Some cellular systems use repeaters, such as translating repeaters, to lower the cost per channel in relatively low cellular usage zones. Some translating repeaters, such as the AirSite® repeater system offered by AirNet Communications Corporation of Melbourne, Fla., make use of existing “in-band” RF carrier frequencies for backhaul cellular communications traffic. As used herein, the term “in-band” refers to carrier frequencies that are within the frequency spectrum allocation assigned to the service provider for providing cellular communications services to mobile subscribers. Use of in-band radio frequency channels for backhaul cellular communications traffic from remote translating repeater sites eliminates costly wireline T1 or microwave connections.
While the use of in-band radio frequency channels for backhaul cellular communications traffic has distinct advantages, it also has some drawbacks. For example, in conventional wireless translating repeaters, a full duplex backhaul channel requires a pair of corresponding uplink and downlink backhaul RF carrier frequencies. Use of such in-band channels for providing a backhaul link necessarily reduces the number of channels available to a service provider on which to communicate with mobile subscribers. As mobile subscriber traffic increases, additional RF carrier channels must be allocated for the backhaul function. Thus, since there are a finite number of RF channels that can be allocated for use as backhaul channels and a finite number of RF channels that can be allocated as groundlink channels, the number of translating repeaters and mobile subscribers that may be supported by a given cellular network is correspondingly limited.

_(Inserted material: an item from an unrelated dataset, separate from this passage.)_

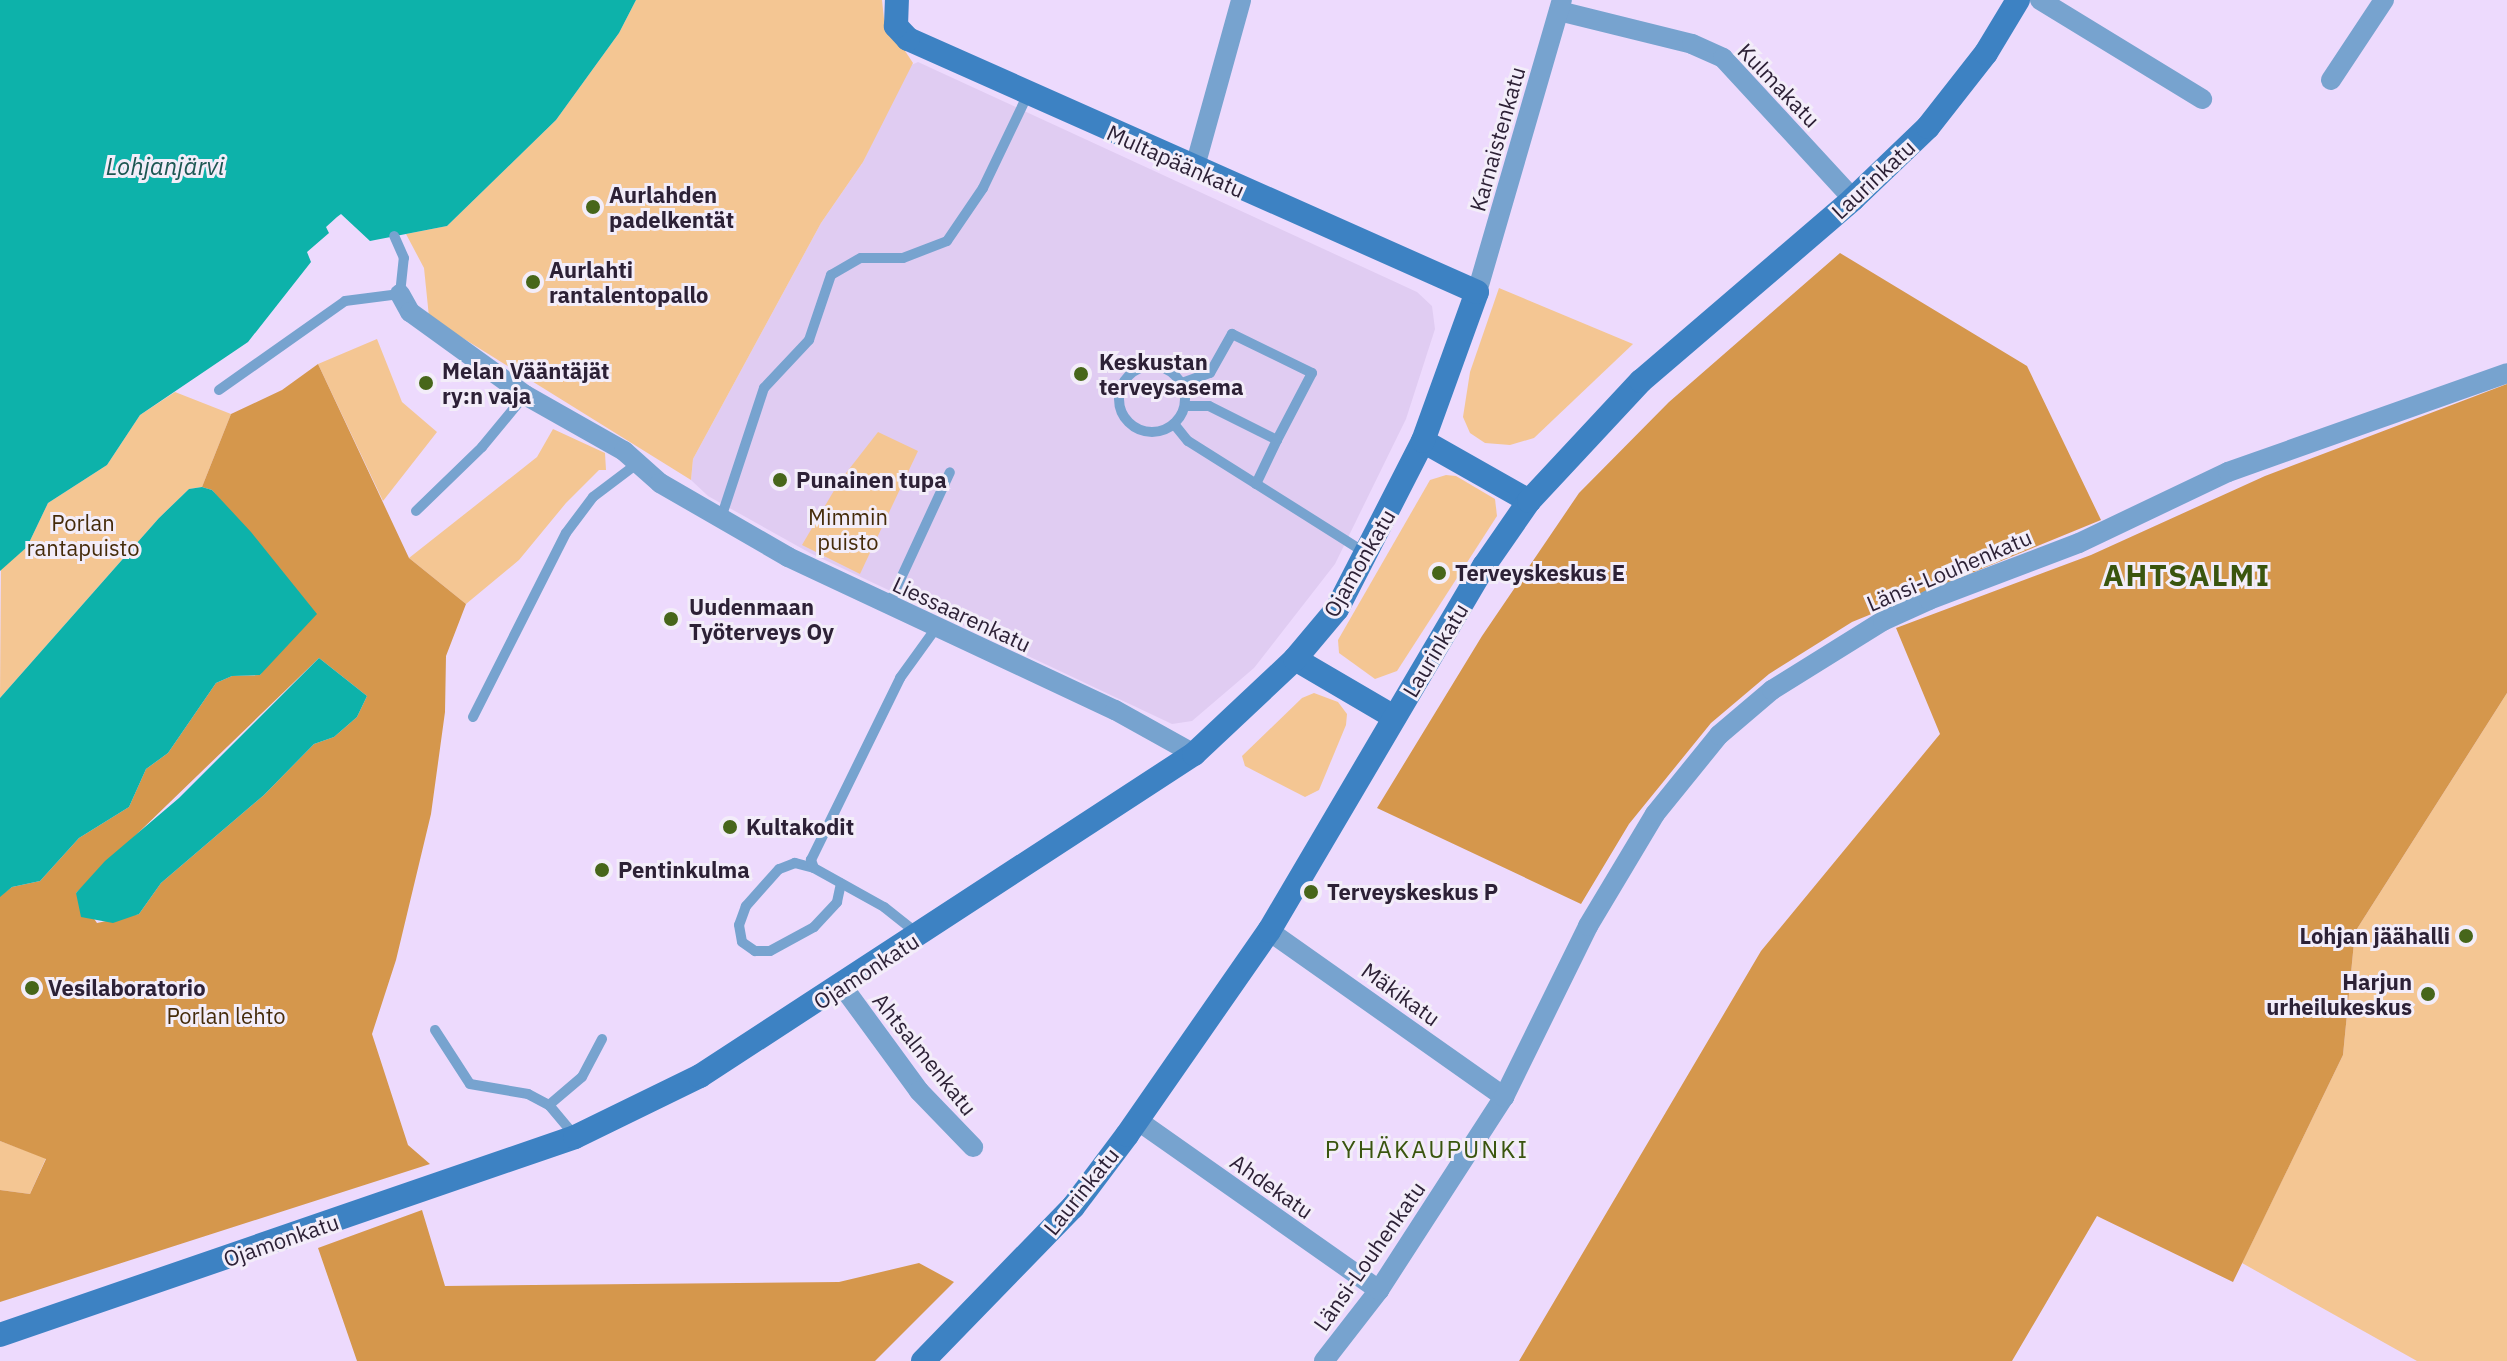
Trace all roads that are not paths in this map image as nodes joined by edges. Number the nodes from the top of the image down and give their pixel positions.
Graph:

Exclusive assignment of backhaul frequencies results from currently used circuit switched technology for the backhaul. Using circuit switched technology, calls received by the translating repeater from a mobile user and re-transmitted on the uplink to the base transceiver station (BTS) requires the allocation, by the BTS, of at least a portion of the bandwidth of the backhaul channel. The allocation is an exclusive allocation for the entire duration of the call.
Thus, while information is being sent from the mobile user to the translating repeater and from the translating repeater to the BTS, the bandwidth of the downlink backhaul channel remains exclusively allocated to the recipient of the call for transmitting information of their own to the mobile user. This is the case even though while the mobile user is talking to the call recipient, the call recipient is generally merely listening to the information received from the mobile user. Similarly, the uplink backhaul channel remains allocated and unavailable for other users as it sits idle while the call recipient is talking to the mobile user.
In the case of voice networks, information is only transmitted along the allocated bandwidth of a given voice channel about 50% of the time. Accordingly, the efficiency of cellular systems having translating repeaters could be substantially improved if data could be transmitted by another translating repeater served by a given host BTS during time intervals when the allocated backhaul bandwidth of an initiated cellular call was not being used. This would allow the efficiency of transmissions of voice and other information over the backhaul channel to be greatly increased. This efficiency increase is expected to be on the order of approximately 200%, or approximately twice the effective backhaul network traffic capacity compared to a circuit switched backhaul network. Similar efficiencies may also be realized on the downlink backhaul channel using the same method. Backhaul efficiencies could be further increased if use of vacant voice channel intervals could be combined with other compatible techniques which also improve backhaul channel efficiency.